I'm sorry you are in this difficult spot, but you needn't worry. Unless you will need to have your support animal at work, there is no need to disclose anything to anybody. As long as you can perform your job competently, your boss should be happy. Most bosses are completely unconcerned with their employees' private lives, as long as that private life doesn't interfere with their work. So, to recap, as Mr. Forman notes, they cannot require you to disclose the nature of a medical condition. Indeed, there is no cause for your employer to know you are dealing with a mental health issue, unless it is interfering with the performance of your job. If you require reasonable accommodations, though, you will then be talking about being covered under the ADA. If that is or becomes the case, you will need to consult with an employment lawyer immediately.
I think you should go to work as you would have before this issue arose. Remember, nobody knows anything about your issue. Further, if they know you have an animal, as far as anyone will be able to tell, your support animal is simply a pet. You can put a picture of the animal on your desk if that helps you get through the day, as long as it doesn't violate company policy. If anybody asks "who" that is, you can honestly say, "that's my dog/cat/gecko/ferret, etc. her name is . . .".
They can't fire you for having a treatable mental health issue if you are doing your job competently. That would be a violation of the ADA. Good luck as you move forward.
We are serious lawyers for the seriously injured. I am a co-author of WEITZ ON AUTOMOBILE LITIGATION: THE NO FAULT HANDBOOK. The opinions expressed in this answer are not legal advice. These opinions are based on New York practice. We have no attorney-client relationship. Conducting a conversation with me through the avvo comments section does not create an attorney-client relationship.

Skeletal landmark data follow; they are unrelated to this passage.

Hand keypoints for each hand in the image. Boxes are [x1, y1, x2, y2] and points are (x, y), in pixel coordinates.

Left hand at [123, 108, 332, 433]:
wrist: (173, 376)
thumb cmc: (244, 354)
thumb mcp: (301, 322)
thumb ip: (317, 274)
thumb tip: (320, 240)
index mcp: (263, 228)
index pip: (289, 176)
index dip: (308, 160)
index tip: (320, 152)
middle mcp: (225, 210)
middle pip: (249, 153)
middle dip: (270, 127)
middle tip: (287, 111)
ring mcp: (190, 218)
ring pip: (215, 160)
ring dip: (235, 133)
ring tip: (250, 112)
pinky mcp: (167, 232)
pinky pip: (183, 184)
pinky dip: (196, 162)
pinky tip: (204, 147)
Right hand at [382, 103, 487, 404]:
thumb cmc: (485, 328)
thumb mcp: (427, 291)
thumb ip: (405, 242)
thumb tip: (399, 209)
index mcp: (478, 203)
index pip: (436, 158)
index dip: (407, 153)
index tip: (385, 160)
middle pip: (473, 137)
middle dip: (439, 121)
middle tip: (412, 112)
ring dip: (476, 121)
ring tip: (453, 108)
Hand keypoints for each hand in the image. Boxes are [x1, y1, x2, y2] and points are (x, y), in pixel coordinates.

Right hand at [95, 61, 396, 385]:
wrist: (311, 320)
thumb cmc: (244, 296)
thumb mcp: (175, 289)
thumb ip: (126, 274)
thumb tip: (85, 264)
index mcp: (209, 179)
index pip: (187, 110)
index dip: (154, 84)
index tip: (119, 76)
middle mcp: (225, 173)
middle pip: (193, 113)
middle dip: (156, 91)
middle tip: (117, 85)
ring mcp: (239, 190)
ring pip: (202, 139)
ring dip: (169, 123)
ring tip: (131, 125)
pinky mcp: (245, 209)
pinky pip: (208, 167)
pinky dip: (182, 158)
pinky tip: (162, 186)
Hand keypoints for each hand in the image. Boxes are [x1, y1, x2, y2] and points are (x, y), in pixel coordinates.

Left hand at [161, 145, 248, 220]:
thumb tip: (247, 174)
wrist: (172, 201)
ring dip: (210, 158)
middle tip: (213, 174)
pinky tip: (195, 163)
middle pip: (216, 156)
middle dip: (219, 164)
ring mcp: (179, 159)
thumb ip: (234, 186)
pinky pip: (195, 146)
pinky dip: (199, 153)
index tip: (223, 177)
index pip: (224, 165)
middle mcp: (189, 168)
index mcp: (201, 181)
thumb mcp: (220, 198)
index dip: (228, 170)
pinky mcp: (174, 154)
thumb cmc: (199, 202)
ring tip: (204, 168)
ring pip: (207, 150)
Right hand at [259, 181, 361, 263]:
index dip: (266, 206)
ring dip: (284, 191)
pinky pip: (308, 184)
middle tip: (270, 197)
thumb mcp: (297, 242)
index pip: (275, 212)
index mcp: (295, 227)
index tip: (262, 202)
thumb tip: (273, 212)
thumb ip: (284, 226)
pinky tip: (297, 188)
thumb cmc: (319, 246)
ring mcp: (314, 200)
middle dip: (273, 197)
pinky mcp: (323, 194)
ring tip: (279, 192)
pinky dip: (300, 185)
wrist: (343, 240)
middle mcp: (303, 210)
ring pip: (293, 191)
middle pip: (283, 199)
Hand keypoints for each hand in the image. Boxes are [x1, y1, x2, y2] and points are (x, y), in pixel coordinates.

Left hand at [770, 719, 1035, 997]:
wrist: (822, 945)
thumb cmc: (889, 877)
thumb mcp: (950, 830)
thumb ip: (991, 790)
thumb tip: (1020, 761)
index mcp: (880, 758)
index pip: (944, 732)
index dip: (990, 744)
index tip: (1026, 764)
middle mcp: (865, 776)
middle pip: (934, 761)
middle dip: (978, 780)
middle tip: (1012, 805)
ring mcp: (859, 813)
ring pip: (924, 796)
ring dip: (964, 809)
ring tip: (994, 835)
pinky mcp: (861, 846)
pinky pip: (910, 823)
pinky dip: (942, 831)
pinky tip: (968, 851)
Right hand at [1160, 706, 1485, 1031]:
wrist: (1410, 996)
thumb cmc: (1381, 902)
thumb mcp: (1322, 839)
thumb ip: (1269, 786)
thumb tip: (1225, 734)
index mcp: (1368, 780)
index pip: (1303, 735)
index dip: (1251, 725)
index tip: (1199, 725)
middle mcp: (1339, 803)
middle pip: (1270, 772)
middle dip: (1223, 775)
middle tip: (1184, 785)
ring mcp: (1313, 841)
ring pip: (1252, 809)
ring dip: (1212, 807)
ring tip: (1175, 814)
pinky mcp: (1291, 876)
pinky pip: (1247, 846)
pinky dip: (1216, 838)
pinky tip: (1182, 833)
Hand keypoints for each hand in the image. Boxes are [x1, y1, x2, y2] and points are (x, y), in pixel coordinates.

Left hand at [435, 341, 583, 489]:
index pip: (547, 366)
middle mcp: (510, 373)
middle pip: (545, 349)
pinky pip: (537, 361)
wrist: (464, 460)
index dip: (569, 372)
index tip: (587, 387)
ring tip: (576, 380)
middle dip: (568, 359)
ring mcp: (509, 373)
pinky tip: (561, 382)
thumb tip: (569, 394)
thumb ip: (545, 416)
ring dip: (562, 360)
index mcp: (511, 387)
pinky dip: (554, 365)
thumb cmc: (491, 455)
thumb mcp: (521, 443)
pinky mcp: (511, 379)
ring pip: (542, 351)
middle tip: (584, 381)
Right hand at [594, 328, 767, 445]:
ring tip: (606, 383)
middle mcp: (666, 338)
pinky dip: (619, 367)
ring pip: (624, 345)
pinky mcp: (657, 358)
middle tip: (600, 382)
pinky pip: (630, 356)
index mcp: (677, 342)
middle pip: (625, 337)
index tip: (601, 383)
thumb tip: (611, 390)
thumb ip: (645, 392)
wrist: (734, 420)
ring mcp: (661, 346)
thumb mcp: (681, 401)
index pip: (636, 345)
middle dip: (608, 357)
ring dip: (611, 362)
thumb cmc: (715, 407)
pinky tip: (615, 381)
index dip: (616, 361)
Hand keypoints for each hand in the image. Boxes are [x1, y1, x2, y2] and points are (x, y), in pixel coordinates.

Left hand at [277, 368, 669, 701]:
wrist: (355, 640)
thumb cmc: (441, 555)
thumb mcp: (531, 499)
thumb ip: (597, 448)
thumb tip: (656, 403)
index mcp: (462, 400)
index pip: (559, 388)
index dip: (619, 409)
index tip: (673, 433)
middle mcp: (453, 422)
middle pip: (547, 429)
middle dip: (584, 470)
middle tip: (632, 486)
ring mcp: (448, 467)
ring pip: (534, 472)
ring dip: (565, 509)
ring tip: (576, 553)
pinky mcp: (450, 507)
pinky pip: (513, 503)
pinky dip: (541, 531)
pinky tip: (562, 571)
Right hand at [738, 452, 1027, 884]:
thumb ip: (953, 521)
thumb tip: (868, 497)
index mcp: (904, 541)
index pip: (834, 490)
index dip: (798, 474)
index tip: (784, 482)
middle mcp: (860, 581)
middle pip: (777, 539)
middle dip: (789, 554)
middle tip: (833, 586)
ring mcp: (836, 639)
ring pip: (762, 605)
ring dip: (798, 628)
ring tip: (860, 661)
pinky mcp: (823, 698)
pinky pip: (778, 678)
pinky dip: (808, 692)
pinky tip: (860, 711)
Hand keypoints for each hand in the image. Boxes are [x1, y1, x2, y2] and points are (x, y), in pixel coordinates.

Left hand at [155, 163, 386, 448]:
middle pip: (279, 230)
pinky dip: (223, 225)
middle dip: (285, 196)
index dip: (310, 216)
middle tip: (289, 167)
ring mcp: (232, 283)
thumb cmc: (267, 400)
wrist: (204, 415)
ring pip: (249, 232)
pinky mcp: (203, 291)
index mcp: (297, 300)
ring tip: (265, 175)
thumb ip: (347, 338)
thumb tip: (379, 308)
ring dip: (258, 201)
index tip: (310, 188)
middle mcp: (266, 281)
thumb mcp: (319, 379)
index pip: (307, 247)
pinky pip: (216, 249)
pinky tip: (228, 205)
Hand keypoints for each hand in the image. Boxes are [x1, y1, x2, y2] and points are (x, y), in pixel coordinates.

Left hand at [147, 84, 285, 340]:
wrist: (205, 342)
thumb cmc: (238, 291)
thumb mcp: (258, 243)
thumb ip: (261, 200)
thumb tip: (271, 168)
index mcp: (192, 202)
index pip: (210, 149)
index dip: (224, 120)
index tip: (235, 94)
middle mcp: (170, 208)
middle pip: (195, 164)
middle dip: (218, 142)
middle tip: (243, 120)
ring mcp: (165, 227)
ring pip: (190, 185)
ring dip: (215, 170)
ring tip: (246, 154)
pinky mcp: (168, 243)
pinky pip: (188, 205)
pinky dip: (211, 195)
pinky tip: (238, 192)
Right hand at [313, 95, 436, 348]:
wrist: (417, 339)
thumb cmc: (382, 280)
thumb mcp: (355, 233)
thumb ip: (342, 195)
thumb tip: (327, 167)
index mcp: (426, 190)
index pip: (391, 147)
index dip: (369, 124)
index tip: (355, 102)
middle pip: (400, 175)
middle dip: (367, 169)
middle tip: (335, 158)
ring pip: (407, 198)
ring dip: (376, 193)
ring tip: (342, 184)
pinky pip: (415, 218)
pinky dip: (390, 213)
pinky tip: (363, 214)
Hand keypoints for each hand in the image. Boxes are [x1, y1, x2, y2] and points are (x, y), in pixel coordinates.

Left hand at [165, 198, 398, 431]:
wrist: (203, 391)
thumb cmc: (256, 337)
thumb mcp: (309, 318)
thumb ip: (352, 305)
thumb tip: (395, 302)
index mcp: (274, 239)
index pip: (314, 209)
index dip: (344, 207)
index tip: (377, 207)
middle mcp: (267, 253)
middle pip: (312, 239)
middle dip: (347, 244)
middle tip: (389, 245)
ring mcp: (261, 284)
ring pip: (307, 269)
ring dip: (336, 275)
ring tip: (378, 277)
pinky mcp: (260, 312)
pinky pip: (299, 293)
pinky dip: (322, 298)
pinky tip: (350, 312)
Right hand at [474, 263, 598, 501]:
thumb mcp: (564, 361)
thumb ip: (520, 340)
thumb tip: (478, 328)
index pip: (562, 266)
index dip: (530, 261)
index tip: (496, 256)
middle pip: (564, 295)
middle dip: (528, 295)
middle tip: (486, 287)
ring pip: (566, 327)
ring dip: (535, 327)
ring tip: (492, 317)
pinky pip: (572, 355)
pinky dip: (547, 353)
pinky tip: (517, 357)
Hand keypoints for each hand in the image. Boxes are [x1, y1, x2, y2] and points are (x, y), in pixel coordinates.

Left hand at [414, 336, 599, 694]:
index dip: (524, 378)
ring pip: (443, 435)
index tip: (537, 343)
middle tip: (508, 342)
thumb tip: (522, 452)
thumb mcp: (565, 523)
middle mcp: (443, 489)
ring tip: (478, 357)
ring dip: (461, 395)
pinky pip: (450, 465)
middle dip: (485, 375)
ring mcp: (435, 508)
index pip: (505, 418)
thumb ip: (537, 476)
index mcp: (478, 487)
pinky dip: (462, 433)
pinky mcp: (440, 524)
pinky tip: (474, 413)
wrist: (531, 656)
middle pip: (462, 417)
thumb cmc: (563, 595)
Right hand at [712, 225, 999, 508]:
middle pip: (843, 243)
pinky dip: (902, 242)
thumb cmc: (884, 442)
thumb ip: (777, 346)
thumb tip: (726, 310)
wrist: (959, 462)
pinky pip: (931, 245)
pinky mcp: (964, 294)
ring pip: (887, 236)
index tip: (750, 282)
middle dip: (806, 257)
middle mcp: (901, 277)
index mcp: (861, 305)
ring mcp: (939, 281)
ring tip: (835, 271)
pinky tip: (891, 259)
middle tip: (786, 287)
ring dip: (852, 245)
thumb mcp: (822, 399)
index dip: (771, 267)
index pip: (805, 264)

Mr. Forman and Mr. Weitz give good advice. In the first instance, if your mental condition does not prevent you from performing your duties, then there is no reason to disclose your condition to begin with, particularly if you can perform your position without the phyical presence of your support pet. It is a bit more complicated if the pet has to be present on the jobsite, because that then raises questions about whether "accomodations" under the ADA are feasible (or even if your employer is covered under the ADA depending on the size of the company,,etc). If that is a possibility, get a sit down consultation with an employment discrimination attorney in your area as you do not want to post sensitive information on a public website such as AVVO.